**DIRECTIONS FOR THIS TASK**
Set down every record exactly as it appears.

★ ★ ★ ★ ★

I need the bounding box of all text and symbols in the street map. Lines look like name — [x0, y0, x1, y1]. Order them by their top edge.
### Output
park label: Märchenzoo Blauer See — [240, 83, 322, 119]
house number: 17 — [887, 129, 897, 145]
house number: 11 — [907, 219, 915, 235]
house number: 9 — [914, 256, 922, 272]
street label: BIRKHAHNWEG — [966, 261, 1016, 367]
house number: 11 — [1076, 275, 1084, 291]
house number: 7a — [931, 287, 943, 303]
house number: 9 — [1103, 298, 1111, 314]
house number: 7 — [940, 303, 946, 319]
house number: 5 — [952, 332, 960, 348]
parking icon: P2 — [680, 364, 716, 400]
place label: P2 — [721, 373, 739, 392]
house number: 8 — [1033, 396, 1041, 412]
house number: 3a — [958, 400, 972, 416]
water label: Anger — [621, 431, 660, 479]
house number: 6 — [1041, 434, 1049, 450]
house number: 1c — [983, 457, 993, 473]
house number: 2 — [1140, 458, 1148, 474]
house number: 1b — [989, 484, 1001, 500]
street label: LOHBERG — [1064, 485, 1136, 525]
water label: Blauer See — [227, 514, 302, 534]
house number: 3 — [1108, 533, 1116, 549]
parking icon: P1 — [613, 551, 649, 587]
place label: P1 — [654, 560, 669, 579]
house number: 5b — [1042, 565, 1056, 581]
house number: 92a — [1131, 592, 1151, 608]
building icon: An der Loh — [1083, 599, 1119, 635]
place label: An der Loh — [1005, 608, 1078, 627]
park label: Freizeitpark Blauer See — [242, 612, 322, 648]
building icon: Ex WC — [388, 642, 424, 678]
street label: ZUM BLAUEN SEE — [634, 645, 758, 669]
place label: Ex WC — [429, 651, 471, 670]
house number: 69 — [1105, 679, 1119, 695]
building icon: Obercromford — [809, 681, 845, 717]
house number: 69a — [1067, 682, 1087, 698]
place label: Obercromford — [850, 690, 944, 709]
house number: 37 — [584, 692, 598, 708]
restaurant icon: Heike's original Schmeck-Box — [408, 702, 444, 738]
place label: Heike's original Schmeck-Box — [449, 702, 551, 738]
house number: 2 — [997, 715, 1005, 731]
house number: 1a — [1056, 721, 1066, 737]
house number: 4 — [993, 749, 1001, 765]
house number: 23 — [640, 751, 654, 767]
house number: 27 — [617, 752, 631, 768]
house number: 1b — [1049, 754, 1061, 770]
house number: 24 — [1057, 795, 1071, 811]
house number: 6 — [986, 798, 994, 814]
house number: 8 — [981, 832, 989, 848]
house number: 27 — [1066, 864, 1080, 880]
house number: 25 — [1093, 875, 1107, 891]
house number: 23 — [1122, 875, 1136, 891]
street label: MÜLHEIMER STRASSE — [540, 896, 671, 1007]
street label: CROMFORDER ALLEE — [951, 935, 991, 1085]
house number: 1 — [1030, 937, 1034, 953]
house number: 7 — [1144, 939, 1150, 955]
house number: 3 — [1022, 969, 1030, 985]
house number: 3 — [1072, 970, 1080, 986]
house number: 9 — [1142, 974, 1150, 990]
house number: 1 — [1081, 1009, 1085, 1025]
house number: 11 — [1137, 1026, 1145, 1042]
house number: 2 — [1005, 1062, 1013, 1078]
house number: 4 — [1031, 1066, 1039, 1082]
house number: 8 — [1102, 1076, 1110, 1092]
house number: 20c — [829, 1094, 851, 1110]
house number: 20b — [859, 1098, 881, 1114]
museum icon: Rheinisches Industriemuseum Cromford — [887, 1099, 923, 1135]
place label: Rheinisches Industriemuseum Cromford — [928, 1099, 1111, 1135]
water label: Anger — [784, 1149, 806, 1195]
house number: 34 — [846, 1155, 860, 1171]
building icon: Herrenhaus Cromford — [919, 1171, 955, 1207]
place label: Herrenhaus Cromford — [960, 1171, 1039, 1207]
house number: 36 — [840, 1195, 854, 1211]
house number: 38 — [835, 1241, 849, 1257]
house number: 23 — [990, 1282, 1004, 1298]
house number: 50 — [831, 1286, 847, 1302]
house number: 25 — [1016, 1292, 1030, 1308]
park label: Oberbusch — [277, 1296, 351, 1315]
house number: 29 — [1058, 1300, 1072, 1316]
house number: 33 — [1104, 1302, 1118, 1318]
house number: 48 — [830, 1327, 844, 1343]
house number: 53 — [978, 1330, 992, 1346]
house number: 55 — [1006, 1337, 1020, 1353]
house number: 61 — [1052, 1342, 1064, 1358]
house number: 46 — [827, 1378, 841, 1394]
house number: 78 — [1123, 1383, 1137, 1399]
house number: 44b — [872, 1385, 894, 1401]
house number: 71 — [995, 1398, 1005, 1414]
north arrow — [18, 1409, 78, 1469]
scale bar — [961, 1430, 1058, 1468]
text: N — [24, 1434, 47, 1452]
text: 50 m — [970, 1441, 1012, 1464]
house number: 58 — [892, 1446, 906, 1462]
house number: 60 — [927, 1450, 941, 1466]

★ ★ ★ ★ ★

**REPLY TO THE TASK**
I need the bounding box of all text and symbols in the street map. Lines look like name — [x0, y0, x1, y1]. Order them by their top edge.
### Output
park label: Märchenzoo Blauer See — [240, 83, 322, 119]
house number: 17 — [887, 129, 897, 145]
house number: 11 — [907, 219, 915, 235]
house number: 9 — [914, 256, 922, 272]
street label: BIRKHAHNWEG — [966, 261, 1016, 367]
house number: 11 — [1076, 275, 1084, 291]
house number: 7a — [931, 287, 943, 303]
house number: 9 — [1103, 298, 1111, 314]
house number: 7 — [940, 303, 946, 319]
house number: 5 — [952, 332, 960, 348]
parking icon: P2 — [680, 364, 716, 400]
place label: P2 — [721, 373, 739, 392]
house number: 8 — [1033, 396, 1041, 412]
house number: 3a — [958, 400, 972, 416]
water label: Anger — [621, 431, 660, 479]
house number: 6 — [1041, 434, 1049, 450]
house number: 1c — [983, 457, 993, 473]
house number: 2 — [1140, 458, 1148, 474]
house number: 1b — [989, 484, 1001, 500]
street label: LOHBERG — [1064, 485, 1136, 525]
water label: Blauer See — [227, 514, 302, 534]
house number: 3 — [1108, 533, 1116, 549]
parking icon: P1 — [613, 551, 649, 587]
place label: P1 — [654, 560, 669, 579]
house number: 5b — [1042, 565, 1056, 581]
house number: 92a — [1131, 592, 1151, 608]
building icon: An der Loh — [1083, 599, 1119, 635]
place label: An der Loh — [1005, 608, 1078, 627]
park label: Freizeitpark Blauer See — [242, 612, 322, 648]
building icon: Ex WC — [388, 642, 424, 678]
street label: ZUM BLAUEN SEE — [634, 645, 758, 669]
place label: Ex WC — [429, 651, 471, 670]
house number: 69 — [1105, 679, 1119, 695]
building icon: Obercromford — [809, 681, 845, 717]
house number: 69a — [1067, 682, 1087, 698]
place label: Obercromford — [850, 690, 944, 709]
house number: 37 — [584, 692, 598, 708]
restaurant icon: Heike's original Schmeck-Box — [408, 702, 444, 738]
place label: Heike's original Schmeck-Box — [449, 702, 551, 738]
house number: 2 — [997, 715, 1005, 731]
house number: 1a — [1056, 721, 1066, 737]
house number: 4 — [993, 749, 1001, 765]
house number: 23 — [640, 751, 654, 767]
house number: 27 — [617, 752, 631, 768]
house number: 1b — [1049, 754, 1061, 770]
house number: 24 — [1057, 795, 1071, 811]
house number: 6 — [986, 798, 994, 814]
house number: 8 — [981, 832, 989, 848]
house number: 27 — [1066, 864, 1080, 880]
house number: 25 — [1093, 875, 1107, 891]
house number: 23 — [1122, 875, 1136, 891]
street label: MÜLHEIMER STRASSE — [540, 896, 671, 1007]
street label: CROMFORDER ALLEE — [951, 935, 991, 1085]
house number: 1 — [1030, 937, 1034, 953]
house number: 7 — [1144, 939, 1150, 955]
house number: 3 — [1022, 969, 1030, 985]
house number: 3 — [1072, 970, 1080, 986]
house number: 9 — [1142, 974, 1150, 990]
house number: 1 — [1081, 1009, 1085, 1025]
house number: 11 — [1137, 1026, 1145, 1042]
house number: 2 — [1005, 1062, 1013, 1078]
house number: 4 — [1031, 1066, 1039, 1082]
house number: 8 — [1102, 1076, 1110, 1092]
house number: 20c — [829, 1094, 851, 1110]
house number: 20b — [859, 1098, 881, 1114]
museum icon: Rheinisches Industriemuseum Cromford — [887, 1099, 923, 1135]
place label: Rheinisches Industriemuseum Cromford — [928, 1099, 1111, 1135]
water label: Anger — [784, 1149, 806, 1195]
house number: 34 — [846, 1155, 860, 1171]
building icon: Herrenhaus Cromford — [919, 1171, 955, 1207]
place label: Herrenhaus Cromford — [960, 1171, 1039, 1207]
house number: 36 — [840, 1195, 854, 1211]
house number: 38 — [835, 1241, 849, 1257]
house number: 23 — [990, 1282, 1004, 1298]
house number: 50 — [831, 1286, 847, 1302]
house number: 25 — [1016, 1292, 1030, 1308]
park label: Oberbusch — [277, 1296, 351, 1315]
house number: 29 — [1058, 1300, 1072, 1316]
house number: 33 — [1104, 1302, 1118, 1318]
house number: 48 — [830, 1327, 844, 1343]
house number: 53 — [978, 1330, 992, 1346]
house number: 55 — [1006, 1337, 1020, 1353]
house number: 61 — [1052, 1342, 1064, 1358]
house number: 46 — [827, 1378, 841, 1394]
house number: 78 — [1123, 1383, 1137, 1399]
house number: 44b — [872, 1385, 894, 1401]
house number: 71 — [995, 1398, 1005, 1414]
north arrow — [18, 1409, 78, 1469]
scale bar — [961, 1430, 1058, 1468]
text: N — [24, 1434, 47, 1452]
text: 50 m — [970, 1441, 1012, 1464]
house number: 58 — [892, 1446, 906, 1462]
house number: 60 — [927, 1450, 941, 1466]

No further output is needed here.